Re: Proposal: custom compression methods

From: Tomas Vondra <tomas(dot)vondra(at)2ndquadrant(dot)com>
To: pgsql-hackers(at)postgresql(dot)org
Subject: Re: Proposal: custom compression methods
Date: 2015-12-16 12:17:52
Message-ID: 56715670.1000304@2ndquadrant.com
Views: Raw Message | Whole Thread | Download mbox | Resend email
Thread:
Lists: pgsql-hackers

Hi,

On 12/14/2015 12:51 PM, Simon Riggs wrote:
> On 13 December 2015 at 17:28, Alexander Korotkov
> <a(dot)korotkov(at)postgrespro(dot)ru <mailto:a(dot)korotkov(at)postgrespro(dot)ru>> wrote:
>
> it would be nice to make compression methods pluggable.
>
>
> Agreed.
>
> My thinking is that this should be combined with work to make use of
> the compressed data, which is why Alvaro, Tomas, David have been
> working on Col Store API for about 18 months and work on that
> continues with more submissions for 9.6 due.

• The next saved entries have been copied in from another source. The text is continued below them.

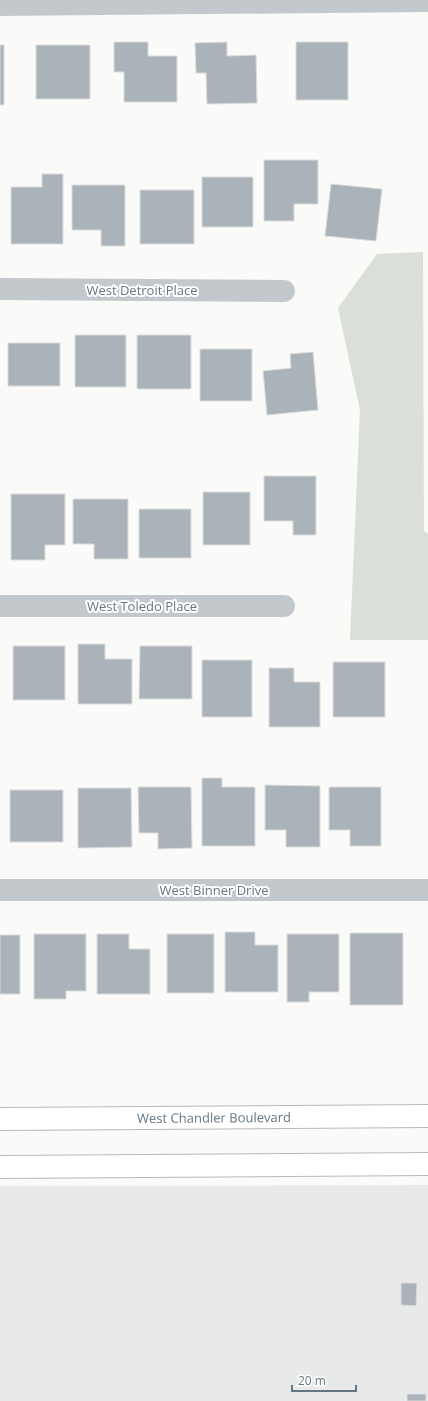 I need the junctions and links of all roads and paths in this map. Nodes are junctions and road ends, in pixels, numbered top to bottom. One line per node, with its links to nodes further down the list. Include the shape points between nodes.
1 (428, 1): 2 (street)
2 (0, 4)
3 (0, 290): 4 (street, West Detroit Place)
4 (284, 291)
5 (0, 606): 6 (street, West Toledo Place)
6 (284, 606)
7 (0, 890): 8 (street, West Binner Drive)
8 (428, 890)
9 (428, 1116): 10 (main road, West Chandler Boulevard)
10 (0, 1119)
11 (428, 1164): 12 (main road)
12 (0, 1167)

I'm not sure it makes sense to combine those two uses of compression,
because there are various differences - some subtle, some less subtle.
It's a bit difficult to discuss this without any column store
background, but I'll try anyway.

The compression methods discussed in this thread, used to compress a
single varlena value, are "general-purpose" in the sense that they
operate on opaque stream of bytes, without any additional context (e.g.
about structure of the data being compressed). So essentially the
methods have an API like this:

int compress(char *src, int srclen, char *dst, int dstlen);
int decompress(char *src, int srclen, char *dst, int dstlen);

And possibly some auxiliary methods like "estimate compressed length"
and such.

OTOH the compression methods we're messing with while working on the
column store are quite different - they operate on columns (i.e. "arrays
of Datums"). Also, column stores prefer "light-weight" compression
methods like RLE or DICT (dictionary compression) because those methods
allow execution on compressed data when done properly. Which for example
requires additional info about the data type in the column, so that the
RLE groups match the data type length.

So the API of those methods looks quite different, compared to the
general-purpose methods. Not only the compression/decompression methods
will have additional parameters with info about the data type, but
there'll be methods used for iterating over values in the compressed
data etc.

Of course, it'd be nice to have the ability to add/remove even those
light-weight methods, but I'm not sure it makes sense to squash them
into the same catalog. I can imagine a catalog suitable for both APIs
(essentially having two groups of columns, one for each type of
compression algorithm), but I can't really imagine a compression method
providing both interfaces at the same time.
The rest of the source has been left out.